Carlos L. Arteaga, MD: I think you are talking about the ER-positive subgroup, I believe, right?

Sunil Verma, MD, MSEd, FRCPC: Those were ER-positive, but in KRISTINE, they’re all-comers, right?

Carlos L. Arteaga, MD: Correct. But in the ER-positive subgroup, that’s a disease that we know biologically doesn’t die quickly. So, could it be that even if we prolong the neoadjuvant therapy because it was well-tolerated, we may even see a better pathologic complete response rate—which is that surrogate you’re seeking, right—to call the therapy effective?

Sunil Verma, MD, MSEd, FRCPC: That’s right. What’s interesting about surrogacy there is that we have all established surrogacy in the context of chemotherapy and anti-HER2 therapy when we take a look at it.

Carlos L. Arteaga, MD: Good point.

Sunil Verma, MD, MSEd, FRCPC: But can we establish the same surrogacy when we are just giving a biological targeted agent? And is the meaning of surrogacy the same and the correlation the same? We just don’t know.

Carlos L. Arteaga, MD: Well, if you use the same length of therapy, it may not be necessarily.

Kimberly L. Blackwell, MD: Yes, and I think the take-home message is—at least in ER-negative patients—you still need some chemotherapy with your trastuzumab. And we know carboplatin plays a large role in ER-negative HER2-driven breast cancer. So, I think the take-home message that I’ll leave the meeting with is I’m going to still go back to my TCHP regimen in the neoadjuvant setting for those.

Adam M. Brufsky, MD, PhD: Me, too, for the time being.

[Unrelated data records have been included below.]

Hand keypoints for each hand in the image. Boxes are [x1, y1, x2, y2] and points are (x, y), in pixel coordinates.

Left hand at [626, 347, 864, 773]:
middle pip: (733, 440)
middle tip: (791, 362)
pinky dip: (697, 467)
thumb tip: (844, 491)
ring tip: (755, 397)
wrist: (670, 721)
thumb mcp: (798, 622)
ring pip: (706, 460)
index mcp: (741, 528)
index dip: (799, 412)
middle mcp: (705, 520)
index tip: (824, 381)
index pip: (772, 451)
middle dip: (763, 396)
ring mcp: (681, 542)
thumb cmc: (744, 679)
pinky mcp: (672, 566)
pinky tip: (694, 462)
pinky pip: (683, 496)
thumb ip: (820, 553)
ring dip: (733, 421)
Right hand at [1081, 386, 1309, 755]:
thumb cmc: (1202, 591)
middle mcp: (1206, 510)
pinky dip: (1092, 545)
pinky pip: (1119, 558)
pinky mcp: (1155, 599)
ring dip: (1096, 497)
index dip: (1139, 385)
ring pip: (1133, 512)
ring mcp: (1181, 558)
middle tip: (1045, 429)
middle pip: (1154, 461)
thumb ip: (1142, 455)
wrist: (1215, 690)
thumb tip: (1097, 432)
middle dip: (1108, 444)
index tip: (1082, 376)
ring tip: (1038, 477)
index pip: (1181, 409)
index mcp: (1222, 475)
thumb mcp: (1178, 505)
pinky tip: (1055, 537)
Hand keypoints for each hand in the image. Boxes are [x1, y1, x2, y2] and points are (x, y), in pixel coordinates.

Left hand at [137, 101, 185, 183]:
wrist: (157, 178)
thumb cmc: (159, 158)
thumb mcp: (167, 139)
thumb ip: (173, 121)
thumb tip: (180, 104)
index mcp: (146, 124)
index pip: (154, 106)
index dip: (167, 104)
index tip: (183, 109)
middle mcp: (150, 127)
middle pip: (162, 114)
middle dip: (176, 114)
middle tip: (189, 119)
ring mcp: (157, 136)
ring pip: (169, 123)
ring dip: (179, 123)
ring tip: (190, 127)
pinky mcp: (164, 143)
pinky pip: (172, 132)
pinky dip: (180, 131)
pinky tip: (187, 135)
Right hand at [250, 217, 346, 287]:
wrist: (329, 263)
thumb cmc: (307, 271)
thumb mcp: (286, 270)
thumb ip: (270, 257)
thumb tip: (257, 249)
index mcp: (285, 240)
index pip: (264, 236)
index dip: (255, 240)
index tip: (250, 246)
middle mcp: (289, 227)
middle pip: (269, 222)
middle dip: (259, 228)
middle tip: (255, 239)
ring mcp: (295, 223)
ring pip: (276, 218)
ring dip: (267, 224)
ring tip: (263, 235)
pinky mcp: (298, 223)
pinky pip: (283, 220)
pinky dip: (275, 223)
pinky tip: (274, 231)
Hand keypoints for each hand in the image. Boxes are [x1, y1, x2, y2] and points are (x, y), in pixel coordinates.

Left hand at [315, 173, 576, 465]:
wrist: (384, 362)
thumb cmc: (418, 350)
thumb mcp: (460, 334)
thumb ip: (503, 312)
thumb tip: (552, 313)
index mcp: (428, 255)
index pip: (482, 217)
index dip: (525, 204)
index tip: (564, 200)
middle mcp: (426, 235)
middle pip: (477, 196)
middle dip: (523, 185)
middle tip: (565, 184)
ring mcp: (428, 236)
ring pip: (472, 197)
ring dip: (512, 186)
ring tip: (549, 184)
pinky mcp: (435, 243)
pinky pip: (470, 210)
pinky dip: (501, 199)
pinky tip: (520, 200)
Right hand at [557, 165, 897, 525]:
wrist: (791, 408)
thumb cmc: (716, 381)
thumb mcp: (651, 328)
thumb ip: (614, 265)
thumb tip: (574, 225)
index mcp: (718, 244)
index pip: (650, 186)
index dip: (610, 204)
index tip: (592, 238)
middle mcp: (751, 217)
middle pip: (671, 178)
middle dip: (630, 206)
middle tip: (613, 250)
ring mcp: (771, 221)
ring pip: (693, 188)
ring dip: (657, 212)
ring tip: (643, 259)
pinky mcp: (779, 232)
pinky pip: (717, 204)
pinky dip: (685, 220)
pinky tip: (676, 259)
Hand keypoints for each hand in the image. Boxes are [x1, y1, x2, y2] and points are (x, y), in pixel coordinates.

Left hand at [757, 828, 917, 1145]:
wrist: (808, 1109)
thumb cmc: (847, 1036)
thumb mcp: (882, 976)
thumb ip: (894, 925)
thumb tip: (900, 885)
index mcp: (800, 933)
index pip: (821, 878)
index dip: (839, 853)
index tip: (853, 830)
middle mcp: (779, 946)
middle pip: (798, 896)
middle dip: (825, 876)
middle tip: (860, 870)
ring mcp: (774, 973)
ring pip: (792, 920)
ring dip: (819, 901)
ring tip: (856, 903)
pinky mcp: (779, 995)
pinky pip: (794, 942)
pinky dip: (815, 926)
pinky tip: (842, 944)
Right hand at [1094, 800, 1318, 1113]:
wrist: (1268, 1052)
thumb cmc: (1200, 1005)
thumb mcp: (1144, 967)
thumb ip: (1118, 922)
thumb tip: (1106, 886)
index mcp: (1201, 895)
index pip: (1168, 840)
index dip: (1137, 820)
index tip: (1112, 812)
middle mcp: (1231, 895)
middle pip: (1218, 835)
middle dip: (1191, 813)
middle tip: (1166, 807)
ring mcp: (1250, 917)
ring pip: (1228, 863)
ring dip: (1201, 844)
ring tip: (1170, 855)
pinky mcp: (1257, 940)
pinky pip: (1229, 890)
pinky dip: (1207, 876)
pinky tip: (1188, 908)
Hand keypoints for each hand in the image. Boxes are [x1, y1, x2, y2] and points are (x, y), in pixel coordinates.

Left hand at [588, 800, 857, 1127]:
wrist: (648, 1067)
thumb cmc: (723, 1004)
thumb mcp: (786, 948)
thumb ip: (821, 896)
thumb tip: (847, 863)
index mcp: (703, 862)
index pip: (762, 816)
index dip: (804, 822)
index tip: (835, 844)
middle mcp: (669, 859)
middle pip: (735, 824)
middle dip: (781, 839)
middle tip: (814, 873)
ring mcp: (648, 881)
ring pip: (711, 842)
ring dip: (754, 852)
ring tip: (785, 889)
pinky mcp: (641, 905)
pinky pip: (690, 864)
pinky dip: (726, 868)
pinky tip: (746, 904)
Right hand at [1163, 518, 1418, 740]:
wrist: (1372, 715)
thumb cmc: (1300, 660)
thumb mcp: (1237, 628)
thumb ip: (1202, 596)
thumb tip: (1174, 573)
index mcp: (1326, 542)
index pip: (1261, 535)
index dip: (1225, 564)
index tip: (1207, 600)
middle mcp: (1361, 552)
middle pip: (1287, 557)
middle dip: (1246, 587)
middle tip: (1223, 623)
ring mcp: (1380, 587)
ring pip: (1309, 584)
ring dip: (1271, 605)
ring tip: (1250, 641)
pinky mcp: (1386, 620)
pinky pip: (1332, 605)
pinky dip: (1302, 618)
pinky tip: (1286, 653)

Kimberly L. Blackwell, MD: For those of us who don’t think about biology on a day-to-day basis because we’re seeing so many patients, TCHP will still be my go-to. I think that’s the take-home message, and that’s unfortunate because I still think there’s so much excitement about using T-DM1 in the early-stage setting. Imagine the day when that’s all you have to give your patient, if we could sort that out.

Joyce A. O’Shaughnessy, MD: Yes, and I totally agree in the ER-negative subset in particular. It was a big differential between the TCHP and the T-DM1/P, but in the ER-positive, it wasn’t that big of a differential. It was still in favor of TCHP, but not that much. It’s very intriguing that we can kind of sneak up on some patients with just the T-DM1 and perhaps do the stress test, and see if they really get the pCR.

Kimberly L. Blackwell, MD: I’m excited about combining T-DM1 with the immunotherapies. I actually think we’ll see something there in ER-positive patients.

Sunil Verma, MD, MSEd, FRCPC: Yes, I was just thinking about that, Kim. And so there’s a metastatic trial ongoing with a checkpoint inhibitor plus T-DM1, and I think coming to the point that you were raising before, there still is potentiation of ADCC (antibody-dependent cell-mediated cytotoxicity) with T-DM1. There’s still that cell cytotoxic effect that is going to actually help generate an immune response. And if we could potentiate that by adding immune therapy, I think that’s very exciting.

Carlos L. Arteaga, MD: I was a bit surprised about the magnitude of the difference in KRISTINE in favor of TCHP unless there’s de novo resistance to DM1, which is a possibility. I think this speaks to that we may have underappreciated heterogeneity of breast cancer to begin with.

Sunil Verma, MD, MSEd, FRCPC: I think there is the heterogeneity that you can overlap and coverage through other chemotherapy that you don’t get with a direct kill.

Carlos L. Arteaga, MD: Correct.

Kimberly L. Blackwell, MD: Yes, exactly. And it might just be as simple as just HER2 expression.

Adam M. Brufsky, MD, PhD: Possibly.

Kimberly L. Blackwell, MD: I’d like to think it’s that possible.